Records shown:
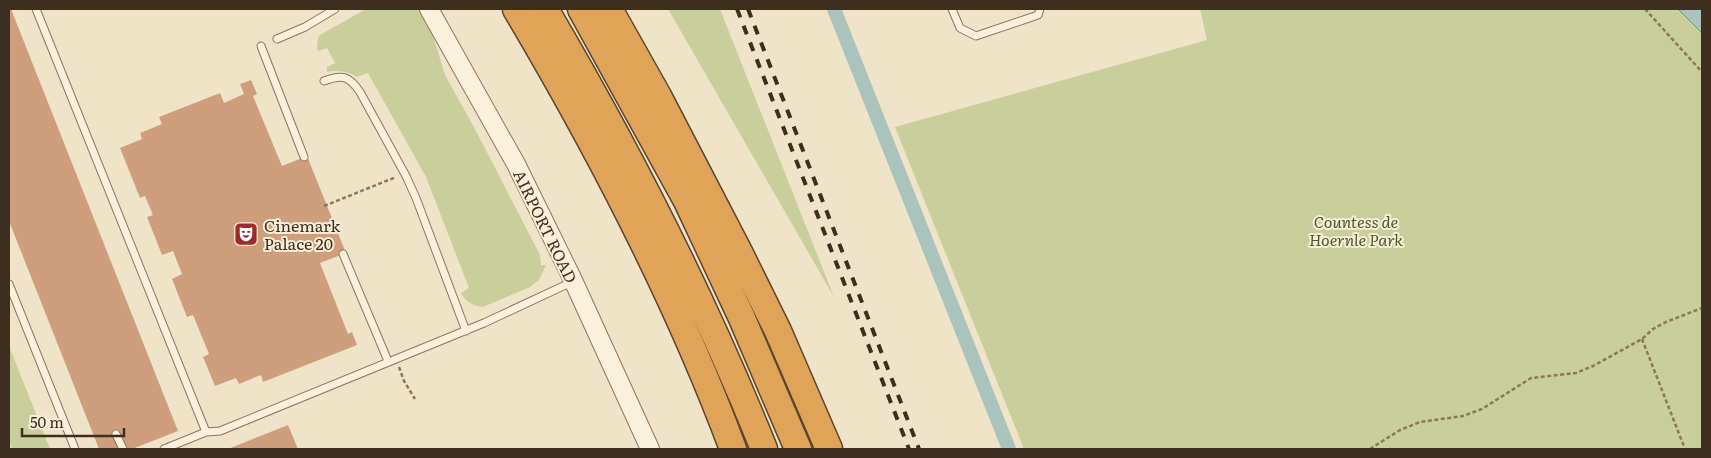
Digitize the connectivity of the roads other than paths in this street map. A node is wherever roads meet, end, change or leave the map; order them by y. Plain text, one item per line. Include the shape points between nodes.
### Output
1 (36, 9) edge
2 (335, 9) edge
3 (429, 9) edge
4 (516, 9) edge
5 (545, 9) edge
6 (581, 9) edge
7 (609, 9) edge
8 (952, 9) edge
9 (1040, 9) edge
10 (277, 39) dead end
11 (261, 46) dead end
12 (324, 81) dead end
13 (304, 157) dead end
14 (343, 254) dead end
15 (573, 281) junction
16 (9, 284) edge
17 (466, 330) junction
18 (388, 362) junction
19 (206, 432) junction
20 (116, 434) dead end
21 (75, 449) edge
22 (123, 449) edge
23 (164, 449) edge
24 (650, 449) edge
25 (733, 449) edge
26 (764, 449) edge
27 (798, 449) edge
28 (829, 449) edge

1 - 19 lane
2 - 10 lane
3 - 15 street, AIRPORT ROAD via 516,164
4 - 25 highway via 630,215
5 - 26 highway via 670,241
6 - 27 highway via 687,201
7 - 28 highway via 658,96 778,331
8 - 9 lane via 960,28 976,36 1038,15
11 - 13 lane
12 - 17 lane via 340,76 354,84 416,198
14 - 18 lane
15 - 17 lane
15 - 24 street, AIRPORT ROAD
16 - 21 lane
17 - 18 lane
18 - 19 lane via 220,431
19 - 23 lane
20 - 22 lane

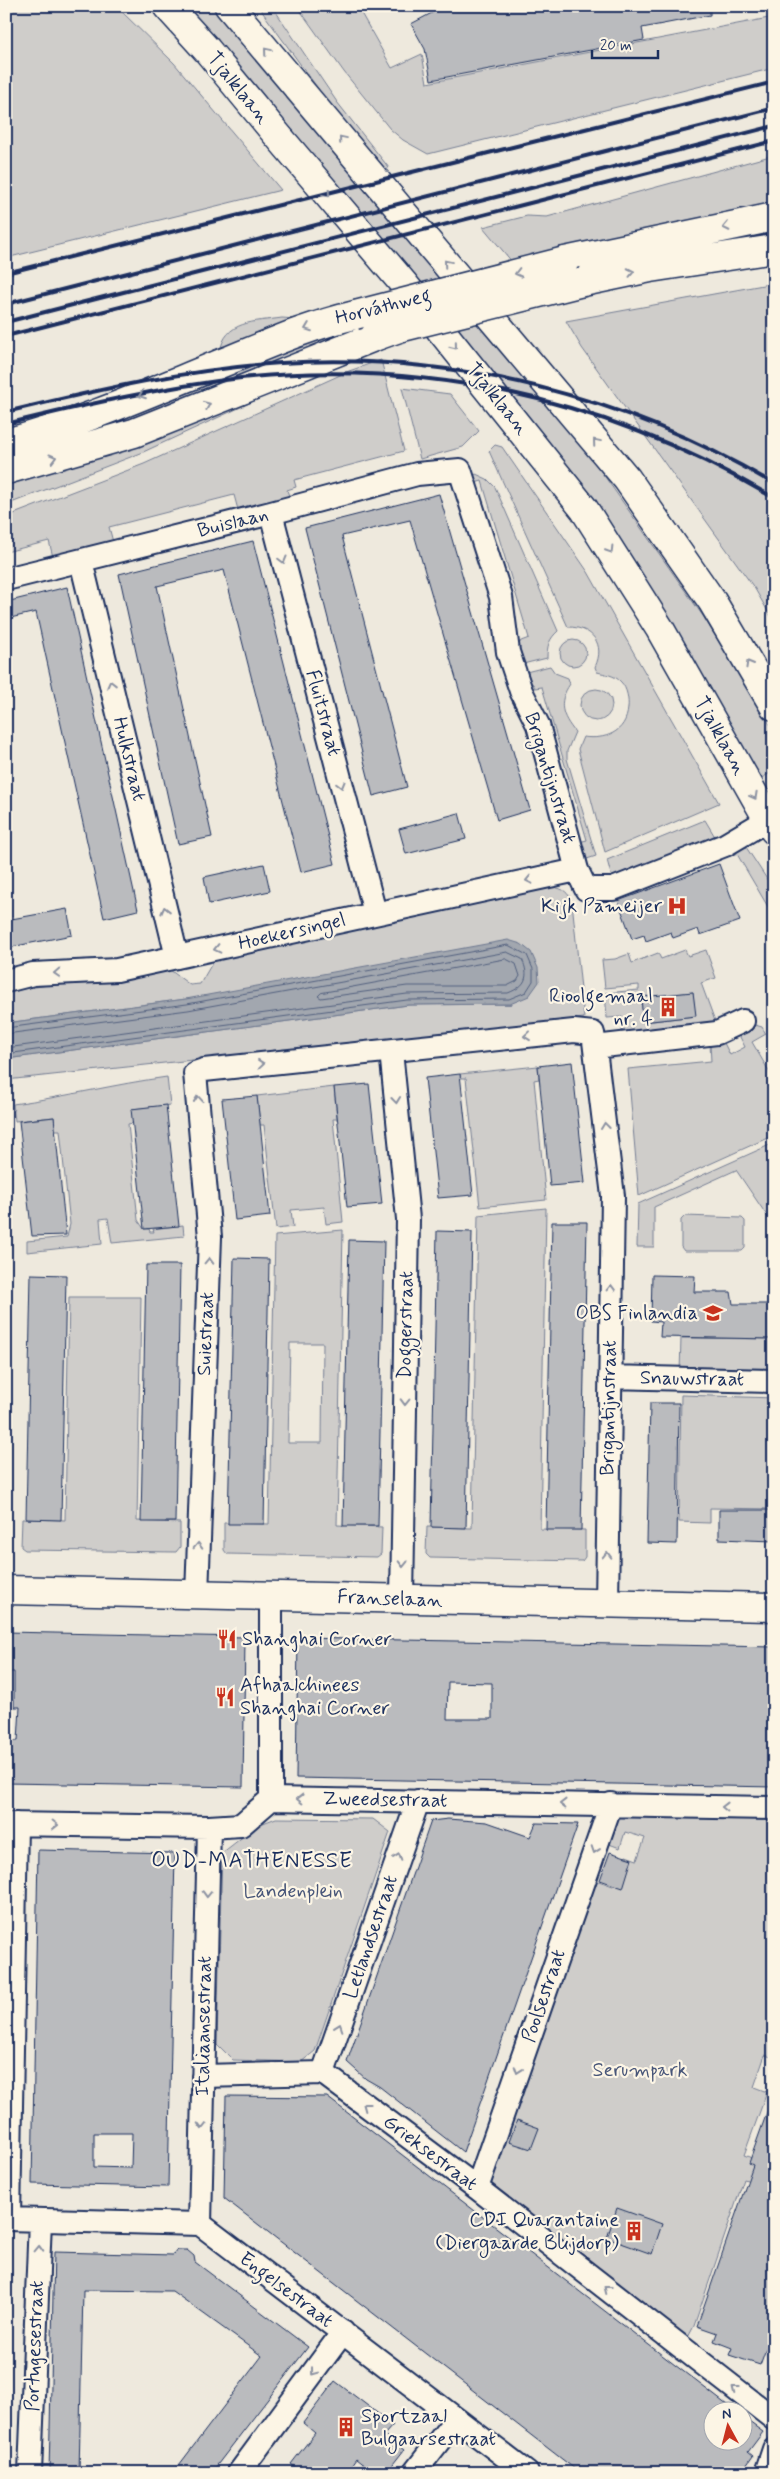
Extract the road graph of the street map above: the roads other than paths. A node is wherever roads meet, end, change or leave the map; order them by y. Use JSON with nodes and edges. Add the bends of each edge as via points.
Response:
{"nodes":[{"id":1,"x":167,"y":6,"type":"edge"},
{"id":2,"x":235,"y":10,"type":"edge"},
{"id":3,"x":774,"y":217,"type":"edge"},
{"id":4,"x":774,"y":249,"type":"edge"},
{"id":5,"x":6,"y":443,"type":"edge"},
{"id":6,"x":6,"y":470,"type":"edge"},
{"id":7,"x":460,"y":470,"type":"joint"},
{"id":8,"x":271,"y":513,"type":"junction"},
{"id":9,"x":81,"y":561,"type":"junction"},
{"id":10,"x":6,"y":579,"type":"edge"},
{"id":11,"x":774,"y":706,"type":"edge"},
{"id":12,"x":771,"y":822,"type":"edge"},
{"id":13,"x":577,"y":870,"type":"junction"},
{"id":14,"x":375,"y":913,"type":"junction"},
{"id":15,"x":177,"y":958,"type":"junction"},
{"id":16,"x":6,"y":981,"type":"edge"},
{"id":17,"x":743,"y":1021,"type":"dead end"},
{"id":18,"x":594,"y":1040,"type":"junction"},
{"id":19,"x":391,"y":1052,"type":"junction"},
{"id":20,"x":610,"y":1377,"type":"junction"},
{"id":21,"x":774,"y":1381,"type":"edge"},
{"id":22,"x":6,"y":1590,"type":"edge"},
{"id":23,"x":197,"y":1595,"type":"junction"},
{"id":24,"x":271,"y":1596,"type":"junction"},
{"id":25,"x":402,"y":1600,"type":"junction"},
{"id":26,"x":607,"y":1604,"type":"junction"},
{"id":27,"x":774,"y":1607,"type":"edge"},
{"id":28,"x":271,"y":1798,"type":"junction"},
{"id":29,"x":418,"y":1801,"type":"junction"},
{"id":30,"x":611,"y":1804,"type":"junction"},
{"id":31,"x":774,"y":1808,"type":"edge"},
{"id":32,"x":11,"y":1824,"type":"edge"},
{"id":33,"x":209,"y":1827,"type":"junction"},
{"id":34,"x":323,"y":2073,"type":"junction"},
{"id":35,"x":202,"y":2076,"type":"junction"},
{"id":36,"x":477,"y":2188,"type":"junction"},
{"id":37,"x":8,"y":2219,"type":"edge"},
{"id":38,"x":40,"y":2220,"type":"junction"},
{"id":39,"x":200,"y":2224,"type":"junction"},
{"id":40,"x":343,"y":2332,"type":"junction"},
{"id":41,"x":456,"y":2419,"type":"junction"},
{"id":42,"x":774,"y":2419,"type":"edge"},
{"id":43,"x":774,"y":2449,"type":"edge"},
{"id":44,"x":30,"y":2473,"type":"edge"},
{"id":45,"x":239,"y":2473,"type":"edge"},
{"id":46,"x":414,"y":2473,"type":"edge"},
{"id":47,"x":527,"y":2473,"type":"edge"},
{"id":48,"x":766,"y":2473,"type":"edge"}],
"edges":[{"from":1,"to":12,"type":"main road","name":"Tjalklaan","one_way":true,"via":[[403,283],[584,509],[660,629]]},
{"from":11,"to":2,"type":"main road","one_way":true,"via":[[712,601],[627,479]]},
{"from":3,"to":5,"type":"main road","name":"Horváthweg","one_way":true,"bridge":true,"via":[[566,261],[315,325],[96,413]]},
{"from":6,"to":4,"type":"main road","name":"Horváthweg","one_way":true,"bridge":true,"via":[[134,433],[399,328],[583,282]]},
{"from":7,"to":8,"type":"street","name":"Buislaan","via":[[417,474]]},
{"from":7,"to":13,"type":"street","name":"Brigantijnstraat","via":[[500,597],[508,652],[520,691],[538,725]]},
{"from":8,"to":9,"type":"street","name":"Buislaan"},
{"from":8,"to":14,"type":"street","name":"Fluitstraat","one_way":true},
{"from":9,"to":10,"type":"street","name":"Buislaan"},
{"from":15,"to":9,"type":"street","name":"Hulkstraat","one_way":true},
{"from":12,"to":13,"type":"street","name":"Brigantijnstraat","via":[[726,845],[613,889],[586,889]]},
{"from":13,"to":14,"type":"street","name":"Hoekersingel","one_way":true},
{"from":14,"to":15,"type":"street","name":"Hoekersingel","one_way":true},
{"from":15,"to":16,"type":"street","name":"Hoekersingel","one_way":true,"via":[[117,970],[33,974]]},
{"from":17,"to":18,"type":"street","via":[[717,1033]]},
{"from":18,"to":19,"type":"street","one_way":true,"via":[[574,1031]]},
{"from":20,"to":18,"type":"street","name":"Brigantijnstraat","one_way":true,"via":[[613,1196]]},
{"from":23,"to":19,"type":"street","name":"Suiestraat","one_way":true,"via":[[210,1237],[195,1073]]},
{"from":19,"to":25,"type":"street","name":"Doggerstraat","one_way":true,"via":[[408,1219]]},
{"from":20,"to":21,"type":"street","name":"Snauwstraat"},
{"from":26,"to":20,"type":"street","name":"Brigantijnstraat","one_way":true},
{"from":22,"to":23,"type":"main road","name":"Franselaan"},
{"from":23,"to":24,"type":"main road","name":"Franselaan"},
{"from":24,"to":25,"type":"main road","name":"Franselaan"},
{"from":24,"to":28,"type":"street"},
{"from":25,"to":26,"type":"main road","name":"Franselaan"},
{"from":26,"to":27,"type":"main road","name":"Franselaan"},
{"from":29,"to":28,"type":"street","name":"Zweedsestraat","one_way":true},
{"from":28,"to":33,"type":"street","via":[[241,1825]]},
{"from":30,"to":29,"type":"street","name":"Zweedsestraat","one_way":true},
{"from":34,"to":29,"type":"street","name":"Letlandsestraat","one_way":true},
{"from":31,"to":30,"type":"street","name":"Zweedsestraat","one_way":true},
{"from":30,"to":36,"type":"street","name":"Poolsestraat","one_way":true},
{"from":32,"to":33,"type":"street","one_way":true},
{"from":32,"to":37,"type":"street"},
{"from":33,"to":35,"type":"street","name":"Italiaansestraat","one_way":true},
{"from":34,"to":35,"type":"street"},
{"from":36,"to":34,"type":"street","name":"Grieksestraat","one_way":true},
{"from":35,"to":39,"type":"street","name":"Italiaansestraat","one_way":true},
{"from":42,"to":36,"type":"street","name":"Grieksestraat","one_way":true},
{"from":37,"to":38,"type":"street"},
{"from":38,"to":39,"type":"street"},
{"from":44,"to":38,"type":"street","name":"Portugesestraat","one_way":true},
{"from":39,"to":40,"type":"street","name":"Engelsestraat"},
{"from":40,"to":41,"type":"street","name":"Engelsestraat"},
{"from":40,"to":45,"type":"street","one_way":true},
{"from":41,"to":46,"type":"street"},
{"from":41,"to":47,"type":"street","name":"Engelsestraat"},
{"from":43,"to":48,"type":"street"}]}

Brief: Please, without any of the pictures, set down exactly the lines from the beginning of the listing to the line that contains "Extract the road", inclusive.

Response to this exercise:
Digitize the connectivity of the roads other than paths in this street map. A node is wherever roads meet, end, change or leave the map; order them by y. Plain text, one item per line. Include the shape points between nodes.
### Output
1 (36, 9) edge
2 (335, 9) edge
3 (429, 9) edge
4 (516, 9) edge
5 (545, 9) edge
6 (581, 9) edge
7 (609, 9) edge
8 (952, 9) edge
9 (1040, 9) edge
10 (277, 39) dead end
11 (261, 46) dead end
12 (324, 81) dead end
13 (304, 157) dead end
14 (343, 254) dead end
15 (573, 281) junction
16 (9, 284) edge
17 (466, 330) junction
18 (388, 362) junction
19 (206, 432) junction
20 (116, 434) dead end
21 (75, 449) edge
22 (123, 449) edge
23 (164, 449) edge
24 (650, 449) edge
25 (733, 449) edge
26 (764, 449) edge
27 (798, 449) edge
28 (829, 449) edge

1 - 19 lane
2 - 10 lane
3 - 15 street, AIRPORT ROAD via 516,164
4 - 25 highway via 630,215
5 - 26 highway via 670,241
6 - 27 highway via 687,201
7 - 28 highway via 658,96 778,331
8 - 9 lane via 960,28 976,36 1038,15
11 - 13 lane
12 - 17 lane via 340,76 354,84 416,198
14 - 18 lane
15 - 17 lane
15 - 24 street, AIRPORT ROAD
16 - 21 lane
17 - 18 lane
18 - 19 lane via 220,431
19 - 23 lane
20 - 22 lane

Extract the road graph of the street map above: the roads other than paths. A node is wherever roads meet, end, change or leave the map; order them by y. Use JSON with nodes and edges. Add the bends of each edge as via points.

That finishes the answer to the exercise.